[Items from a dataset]
——————
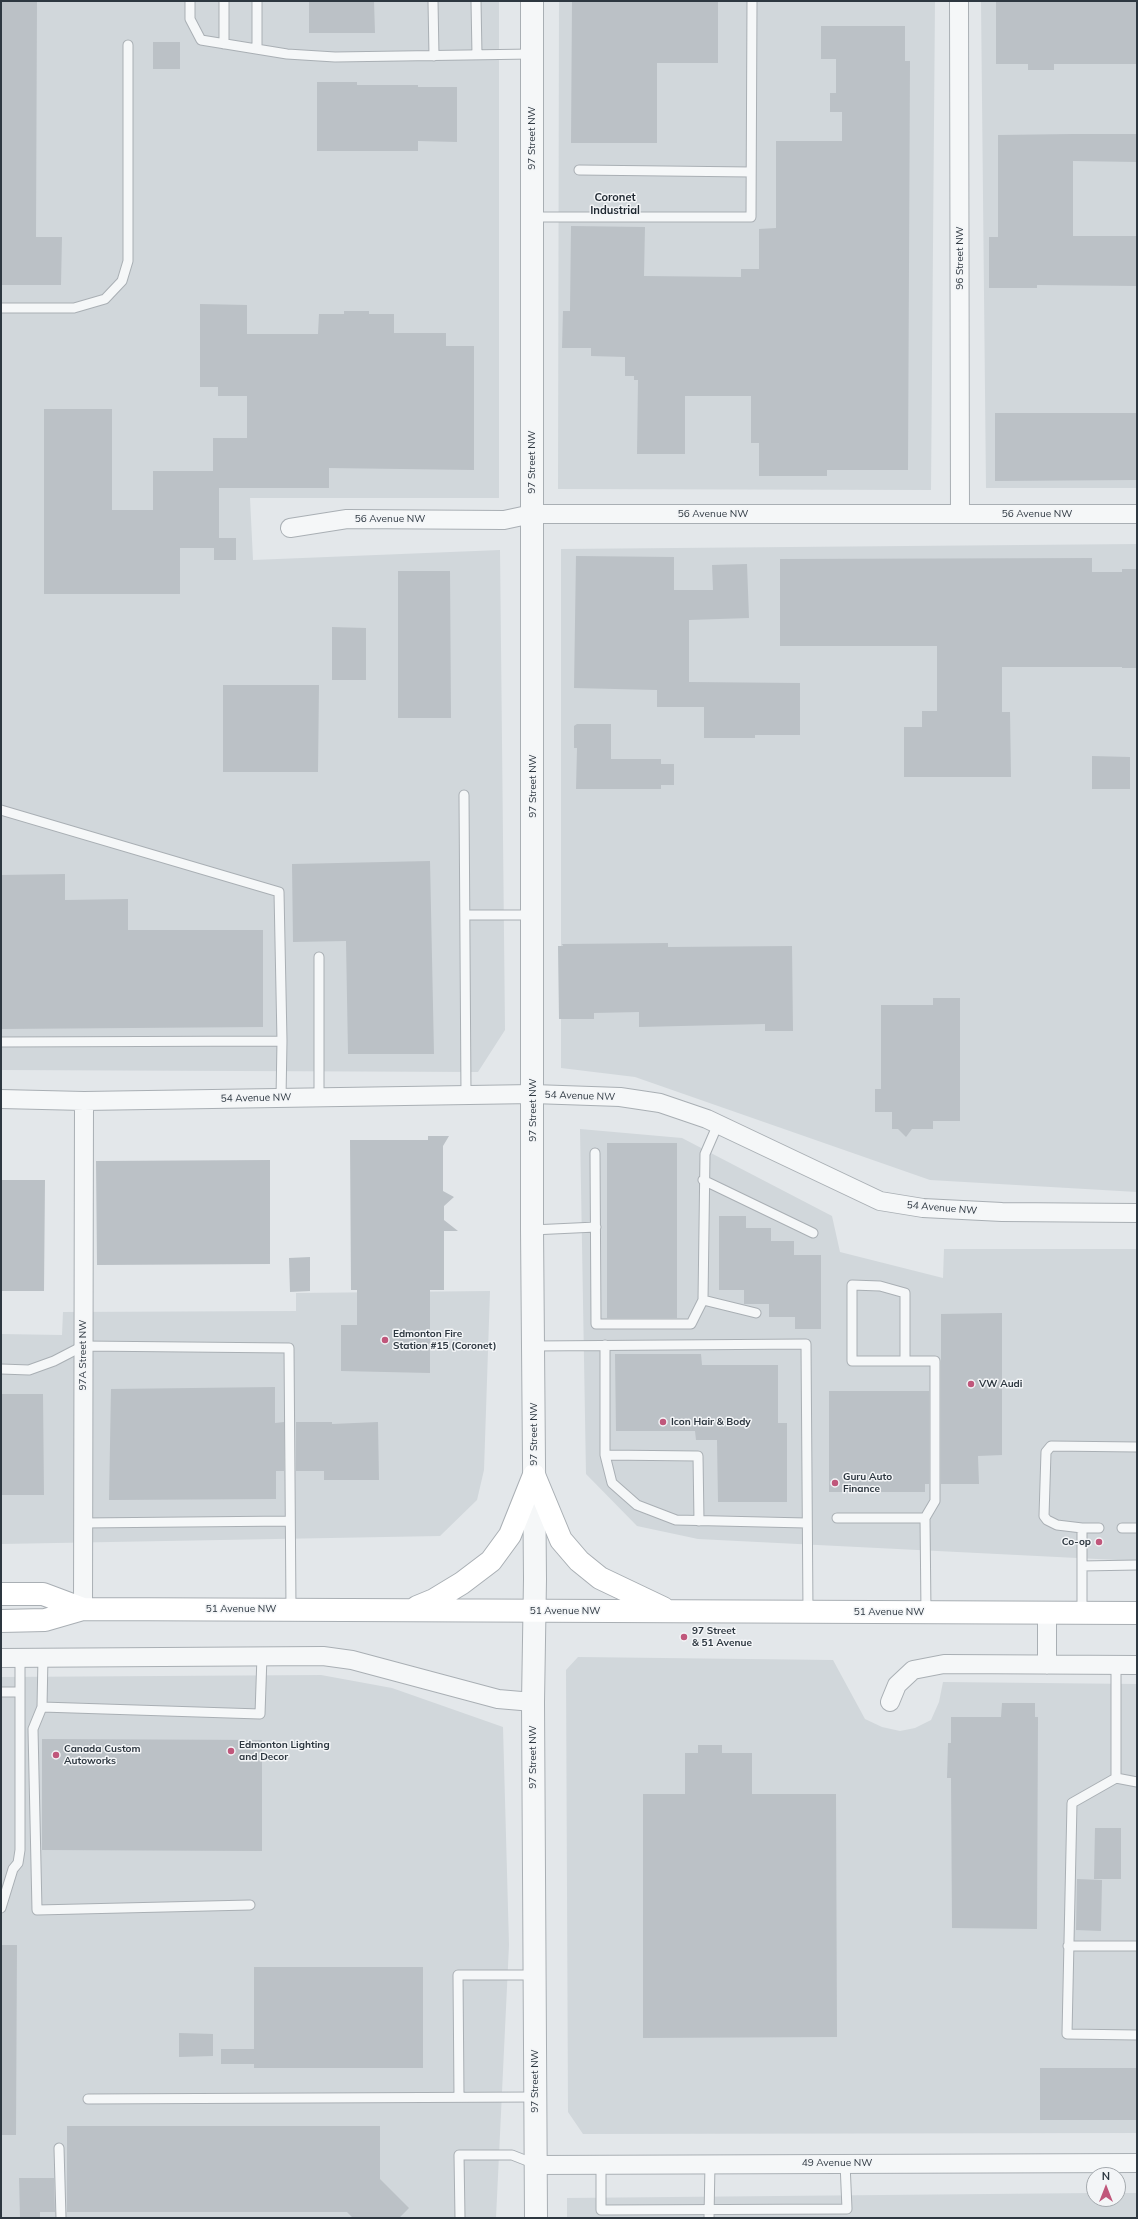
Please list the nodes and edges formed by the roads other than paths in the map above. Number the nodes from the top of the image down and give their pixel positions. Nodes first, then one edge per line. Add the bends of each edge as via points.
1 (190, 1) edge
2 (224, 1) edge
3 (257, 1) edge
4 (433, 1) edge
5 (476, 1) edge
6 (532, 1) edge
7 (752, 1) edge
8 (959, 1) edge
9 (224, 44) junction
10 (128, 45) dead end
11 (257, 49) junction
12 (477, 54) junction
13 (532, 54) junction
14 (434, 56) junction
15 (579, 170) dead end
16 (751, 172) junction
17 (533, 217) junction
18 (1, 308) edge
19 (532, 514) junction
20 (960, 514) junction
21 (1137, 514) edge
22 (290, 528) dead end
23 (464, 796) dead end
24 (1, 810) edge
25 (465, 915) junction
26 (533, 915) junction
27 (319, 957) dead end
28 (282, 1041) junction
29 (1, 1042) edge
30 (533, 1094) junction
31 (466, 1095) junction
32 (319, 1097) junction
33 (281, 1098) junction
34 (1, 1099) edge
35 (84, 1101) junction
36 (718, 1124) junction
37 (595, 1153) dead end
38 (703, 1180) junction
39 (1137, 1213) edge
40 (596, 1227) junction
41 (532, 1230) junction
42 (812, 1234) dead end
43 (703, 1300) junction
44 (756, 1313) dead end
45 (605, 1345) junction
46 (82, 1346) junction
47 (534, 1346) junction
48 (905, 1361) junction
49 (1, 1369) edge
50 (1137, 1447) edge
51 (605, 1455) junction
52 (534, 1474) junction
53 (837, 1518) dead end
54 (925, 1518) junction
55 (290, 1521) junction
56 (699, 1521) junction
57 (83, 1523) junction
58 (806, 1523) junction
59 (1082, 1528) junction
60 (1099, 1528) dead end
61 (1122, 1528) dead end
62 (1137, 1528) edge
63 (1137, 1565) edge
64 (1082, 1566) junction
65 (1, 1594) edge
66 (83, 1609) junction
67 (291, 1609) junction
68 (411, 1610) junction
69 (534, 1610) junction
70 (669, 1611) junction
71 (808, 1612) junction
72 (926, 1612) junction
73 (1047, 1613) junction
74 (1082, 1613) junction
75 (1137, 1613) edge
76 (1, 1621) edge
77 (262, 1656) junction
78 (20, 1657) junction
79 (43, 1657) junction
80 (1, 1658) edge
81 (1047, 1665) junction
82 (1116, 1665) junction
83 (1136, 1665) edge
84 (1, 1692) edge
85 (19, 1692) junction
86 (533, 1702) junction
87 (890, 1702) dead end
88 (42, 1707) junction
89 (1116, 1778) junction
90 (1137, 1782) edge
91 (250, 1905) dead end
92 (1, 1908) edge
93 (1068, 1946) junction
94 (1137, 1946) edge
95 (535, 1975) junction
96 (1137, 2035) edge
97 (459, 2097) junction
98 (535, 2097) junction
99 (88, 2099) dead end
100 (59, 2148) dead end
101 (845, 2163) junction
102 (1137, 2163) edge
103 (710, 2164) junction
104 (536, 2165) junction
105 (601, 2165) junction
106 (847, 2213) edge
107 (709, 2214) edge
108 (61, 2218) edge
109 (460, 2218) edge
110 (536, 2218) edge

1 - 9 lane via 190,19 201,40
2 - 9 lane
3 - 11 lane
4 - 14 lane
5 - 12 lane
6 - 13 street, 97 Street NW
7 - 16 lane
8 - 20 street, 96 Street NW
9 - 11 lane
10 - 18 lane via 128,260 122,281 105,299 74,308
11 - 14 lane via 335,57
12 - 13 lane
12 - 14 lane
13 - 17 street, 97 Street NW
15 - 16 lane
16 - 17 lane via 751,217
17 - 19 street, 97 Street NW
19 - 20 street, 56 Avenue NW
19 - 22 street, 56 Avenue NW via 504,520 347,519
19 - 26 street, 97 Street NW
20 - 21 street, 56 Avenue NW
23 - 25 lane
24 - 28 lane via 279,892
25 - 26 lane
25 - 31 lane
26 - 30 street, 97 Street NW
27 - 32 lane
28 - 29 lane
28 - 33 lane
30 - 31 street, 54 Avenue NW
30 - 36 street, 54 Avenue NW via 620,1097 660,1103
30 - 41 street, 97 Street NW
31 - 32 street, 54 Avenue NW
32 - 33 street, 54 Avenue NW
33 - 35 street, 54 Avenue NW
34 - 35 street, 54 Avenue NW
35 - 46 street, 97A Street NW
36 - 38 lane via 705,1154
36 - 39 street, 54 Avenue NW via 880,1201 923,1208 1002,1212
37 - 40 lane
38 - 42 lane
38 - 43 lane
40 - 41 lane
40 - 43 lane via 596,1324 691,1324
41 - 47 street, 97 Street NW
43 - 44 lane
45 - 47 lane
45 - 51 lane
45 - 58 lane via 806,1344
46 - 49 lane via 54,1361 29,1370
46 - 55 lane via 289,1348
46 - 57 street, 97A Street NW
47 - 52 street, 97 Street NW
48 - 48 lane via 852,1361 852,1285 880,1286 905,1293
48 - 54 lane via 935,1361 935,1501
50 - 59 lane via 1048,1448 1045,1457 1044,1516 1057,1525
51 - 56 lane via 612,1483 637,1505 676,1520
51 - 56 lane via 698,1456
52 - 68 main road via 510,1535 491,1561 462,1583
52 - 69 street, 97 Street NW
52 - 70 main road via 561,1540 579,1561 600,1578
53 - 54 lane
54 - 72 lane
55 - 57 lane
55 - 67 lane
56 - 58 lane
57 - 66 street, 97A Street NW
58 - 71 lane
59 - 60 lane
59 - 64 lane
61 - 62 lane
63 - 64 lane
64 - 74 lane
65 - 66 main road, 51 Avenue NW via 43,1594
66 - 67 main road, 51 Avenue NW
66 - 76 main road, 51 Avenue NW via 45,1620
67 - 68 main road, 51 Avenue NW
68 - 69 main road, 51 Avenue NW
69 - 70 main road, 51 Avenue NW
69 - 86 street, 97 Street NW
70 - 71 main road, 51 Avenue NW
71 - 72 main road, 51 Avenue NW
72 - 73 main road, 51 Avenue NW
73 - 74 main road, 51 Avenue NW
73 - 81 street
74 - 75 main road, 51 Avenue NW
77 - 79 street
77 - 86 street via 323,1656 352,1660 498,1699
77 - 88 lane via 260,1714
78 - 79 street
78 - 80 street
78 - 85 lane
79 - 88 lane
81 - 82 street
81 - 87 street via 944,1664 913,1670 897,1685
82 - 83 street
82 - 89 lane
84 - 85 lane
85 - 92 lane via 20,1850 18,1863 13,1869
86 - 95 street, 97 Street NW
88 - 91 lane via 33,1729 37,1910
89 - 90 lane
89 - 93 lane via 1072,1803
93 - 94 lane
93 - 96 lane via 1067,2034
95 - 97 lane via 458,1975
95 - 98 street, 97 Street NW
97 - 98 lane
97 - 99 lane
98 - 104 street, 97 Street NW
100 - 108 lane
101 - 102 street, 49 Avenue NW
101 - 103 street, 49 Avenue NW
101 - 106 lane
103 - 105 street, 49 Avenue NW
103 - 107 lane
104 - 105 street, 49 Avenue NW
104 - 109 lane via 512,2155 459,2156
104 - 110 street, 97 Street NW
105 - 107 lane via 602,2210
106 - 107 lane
——————
Aim of the exercise: Copy all records exactly; omit images.

Answer to the problem:
Please list the nodes and edges formed by the roads other than paths in the map above. Number the nodes from the top of the image down and give their pixel positions. Nodes first, then one edge per line. Add the bends of each edge as via points.
1 (190, 1) edge
2 (224, 1) edge
3 (257, 1) edge
4 (433, 1) edge
5 (476, 1) edge
6 (532, 1) edge
7 (752, 1) edge
8 (959, 1) edge
9 (224, 44) junction
10 (128, 45) dead end
11 (257, 49) junction
12 (477, 54) junction
13 (532, 54) junction
14 (434, 56) junction
15 (579, 170) dead end
16 (751, 172) junction
17 (533, 217) junction
18 (1, 308) edge
19 (532, 514) junction
20 (960, 514) junction
21 (1137, 514) edge
22 (290, 528) dead end
23 (464, 796) dead end
24 (1, 810) edge
25 (465, 915) junction
26 (533, 915) junction
27 (319, 957) dead end
28 (282, 1041) junction
29 (1, 1042) edge
30 (533, 1094) junction
31 (466, 1095) junction
32 (319, 1097) junction
33 (281, 1098) junction
34 (1, 1099) edge
35 (84, 1101) junction
36 (718, 1124) junction
37 (595, 1153) dead end
38 (703, 1180) junction
39 (1137, 1213) edge
40 (596, 1227) junction
41 (532, 1230) junction
42 (812, 1234) dead end
43 (703, 1300) junction
44 (756, 1313) dead end
45 (605, 1345) junction
46 (82, 1346) junction
47 (534, 1346) junction
48 (905, 1361) junction
49 (1, 1369) edge
50 (1137, 1447) edge
51 (605, 1455) junction
52 (534, 1474) junction
53 (837, 1518) dead end
54 (925, 1518) junction
55 (290, 1521) junction
56 (699, 1521) junction
57 (83, 1523) junction
58 (806, 1523) junction
59 (1082, 1528) junction
60 (1099, 1528) dead end
61 (1122, 1528) dead end
62 (1137, 1528) edge
63 (1137, 1565) edge
64 (1082, 1566) junction
65 (1, 1594) edge
66 (83, 1609) junction
67 (291, 1609) junction
68 (411, 1610) junction
69 (534, 1610) junction
70 (669, 1611) junction
71 (808, 1612) junction
72 (926, 1612) junction
73 (1047, 1613) junction
74 (1082, 1613) junction
75 (1137, 1613) edge
76 (1, 1621) edge
77 (262, 1656) junction
78 (20, 1657) junction
79 (43, 1657) junction
80 (1, 1658) edge
81 (1047, 1665) junction
82 (1116, 1665) junction
83 (1136, 1665) edge
84 (1, 1692) edge
85 (19, 1692) junction
86 (533, 1702) junction
87 (890, 1702) dead end
88 (42, 1707) junction
89 (1116, 1778) junction
90 (1137, 1782) edge
91 (250, 1905) dead end
92 (1, 1908) edge
93 (1068, 1946) junction
94 (1137, 1946) edge
95 (535, 1975) junction
96 (1137, 2035) edge
97 (459, 2097) junction
98 (535, 2097) junction
99 (88, 2099) dead end
100 (59, 2148) dead end
101 (845, 2163) junction
102 (1137, 2163) edge
103 (710, 2164) junction
104 (536, 2165) junction
105 (601, 2165) junction
106 (847, 2213) edge
107 (709, 2214) edge
108 (61, 2218) edge
109 (460, 2218) edge
110 (536, 2218) edge

1 - 9 lane via 190,19 201,40
2 - 9 lane
3 - 11 lane
4 - 14 lane
5 - 12 lane
6 - 13 street, 97 Street NW
7 - 16 lane
8 - 20 street, 96 Street NW
9 - 11 lane
10 - 18 lane via 128,260 122,281 105,299 74,308
11 - 14 lane via 335,57
12 - 13 lane
12 - 14 lane
13 - 17 street, 97 Street NW
15 - 16 lane
16 - 17 lane via 751,217
17 - 19 street, 97 Street NW
19 - 20 street, 56 Avenue NW
19 - 22 street, 56 Avenue NW via 504,520 347,519
19 - 26 street, 97 Street NW
20 - 21 street, 56 Avenue NW
23 - 25 lane
24 - 28 lane via 279,892
25 - 26 lane
25 - 31 lane
26 - 30 street, 97 Street NW
27 - 32 lane
28 - 29 lane
28 - 33 lane
30 - 31 street, 54 Avenue NW
30 - 36 street, 54 Avenue NW via 620,1097 660,1103
30 - 41 street, 97 Street NW
31 - 32 street, 54 Avenue NW
32 - 33 street, 54 Avenue NW
33 - 35 street, 54 Avenue NW
34 - 35 street, 54 Avenue NW
35 - 46 street, 97A Street NW
36 - 38 lane via 705,1154
36 - 39 street, 54 Avenue NW via 880,1201 923,1208 1002,1212
37 - 40 lane
38 - 42 lane
38 - 43 lane
40 - 41 lane
40 - 43 lane via 596,1324 691,1324
41 - 47 street, 97 Street NW
43 - 44 lane
45 - 47 lane
45 - 51 lane
45 - 58 lane via 806,1344
46 - 49 lane via 54,1361 29,1370
46 - 55 lane via 289,1348
46 - 57 street, 97A Street NW
47 - 52 street, 97 Street NW
48 - 48 lane via 852,1361 852,1285 880,1286 905,1293
48 - 54 lane via 935,1361 935,1501
50 - 59 lane via 1048,1448 1045,1457 1044,1516 1057,1525
51 - 56 lane via 612,1483 637,1505 676,1520
51 - 56 lane via 698,1456
52 - 68 main road via 510,1535 491,1561 462,1583
52 - 69 street, 97 Street NW
52 - 70 main road via 561,1540 579,1561 600,1578
53 - 54 lane
54 - 72 lane
55 - 57 lane
55 - 67 lane
56 - 58 lane
57 - 66 street, 97A Street NW
58 - 71 lane
59 - 60 lane
59 - 64 lane
61 - 62 lane
63 - 64 lane
64 - 74 lane
65 - 66 main road, 51 Avenue NW via 43,1594
66 - 67 main road, 51 Avenue NW
66 - 76 main road, 51 Avenue NW via 45,1620
67 - 68 main road, 51 Avenue NW
68 - 69 main road, 51 Avenue NW
69 - 70 main road, 51 Avenue NW
69 - 86 street, 97 Street NW
70 - 71 main road, 51 Avenue NW
71 - 72 main road, 51 Avenue NW
72 - 73 main road, 51 Avenue NW
73 - 74 main road, 51 Avenue NW
73 - 81 street
74 - 75 main road, 51 Avenue NW
77 - 79 street
77 - 86 street via 323,1656 352,1660 498,1699
77 - 88 lane via 260,1714
78 - 79 street
78 - 80 street
78 - 85 lane
79 - 88 lane
81 - 82 street
81 - 87 street via 944,1664 913,1670 897,1685
82 - 83 street
82 - 89 lane
84 - 85 lane
85 - 92 lane via 20,1850 18,1863 13,1869
86 - 95 street, 97 Street NW
88 - 91 lane via 33,1729 37,1910
89 - 90 lane
89 - 93 lane via 1072,1803
93 - 94 lane
93 - 96 lane via 1067,2034
95 - 97 lane via 458,1975
95 - 98 street, 97 Street NW
97 - 98 lane
97 - 99 lane
98 - 104 street, 97 Street NW
100 - 108 lane
101 - 102 street, 49 Avenue NW
101 - 103 street, 49 Avenue NW
101 - 106 lane
103 - 105 street, 49 Avenue NW
103 - 107 lane
104 - 105 street, 49 Avenue NW
104 - 109 lane via 512,2155 459,2156
104 - 110 street, 97 Street NW
105 - 107 lane via 602,2210
106 - 107 lane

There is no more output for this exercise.